You don't see publishers basing financing and deals on Amazon user scores. Obsidian did not get royalties from Fallout: New Vegas because their game got an aggregated score of 84 instead of 85 or higher. They had to fire people because of this. See, one of these is bad.

Rather than blame metacritic, blame the company's culture.
 
Many of the points brought out about metacritic scores could be said about IGN scores.

WORD! And like IGN scores for games are done by one person, so only one person's opinion is taken to account for the review of the game....so IGN is actually worse than Metacritic according to IGN's own logic.

And not to add the many questionable reviews for high profile games on IGN.
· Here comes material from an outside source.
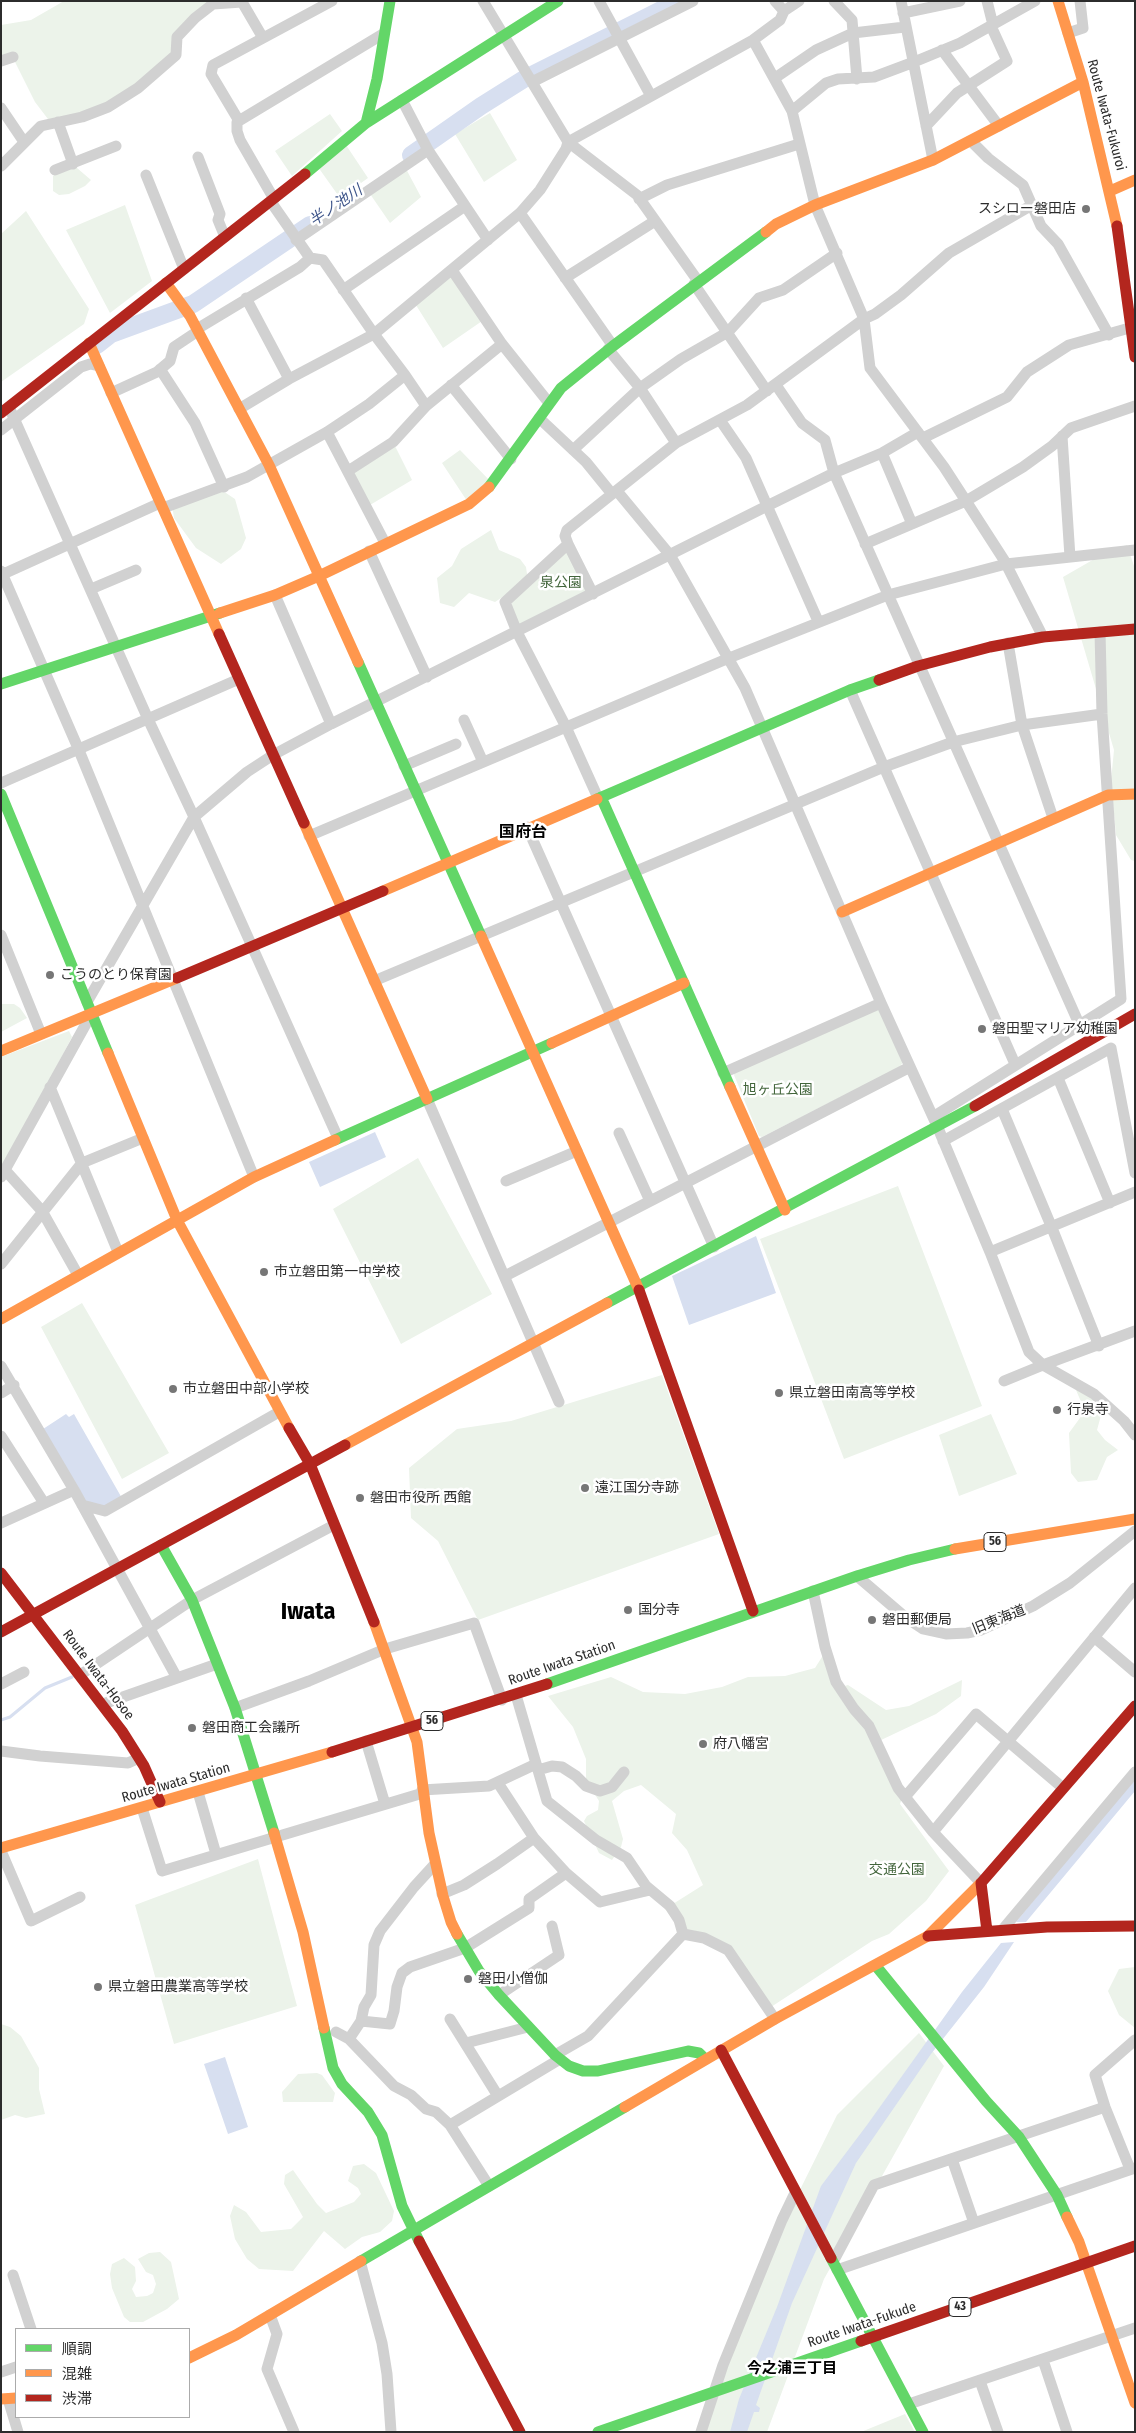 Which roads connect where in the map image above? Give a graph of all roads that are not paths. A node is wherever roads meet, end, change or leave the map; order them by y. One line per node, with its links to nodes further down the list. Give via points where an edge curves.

What a hypocritical piece of ____ IGN is, well the author of that article I mean.
 
Yeah you can. Is the overall consensus good or bad? You either like it or not like it.


Like or don't like is one opinion. If all reviews consisted of 3 to 5 words I would agree with you, but since reviews consist of multiple opinions, it's impossible to do. For example, Giant Bomb may have opinions on on a game that the music is similar to Prince and P-funk and think that is pretty cool, meanwhile Joystiq may say the camera for the same game makes them feel a little nauseous and they aren't crazy about that part of the game.

How do you average out those opinions and come up with a numerical value to attach to them? You can't. Reviews aren't just "I like this" or "I don't like this"...and that's what metacritic tries, and fails miserably, at turning them into.
 
Rather than blame metacritic, blame the company's culture.

That seems to be half of what the article is doing. Since the other half (basic flaws to aggregation of scores) can't be ruining the games industry directly I don't see how that applies to any other part of it.
 
You don't see publishers basing financing and deals on Amazon user scores. Obsidian did not get royalties from Fallout: New Vegas because their game got an aggregated score of 84 instead of 85 or higher. They had to fire people because of this.

But without Metacritic, there would have been some other quality or performance based bonus that they also could have whiffed by a small percentage. Imagine their bonus was tied to shipping 4.5 million units and they shipped 4.49 million? In fact, I'd say that's even more unfair because developers have less to do with end sales than they do with end reviews or end quality (although obviously a publisher has an important role in all three)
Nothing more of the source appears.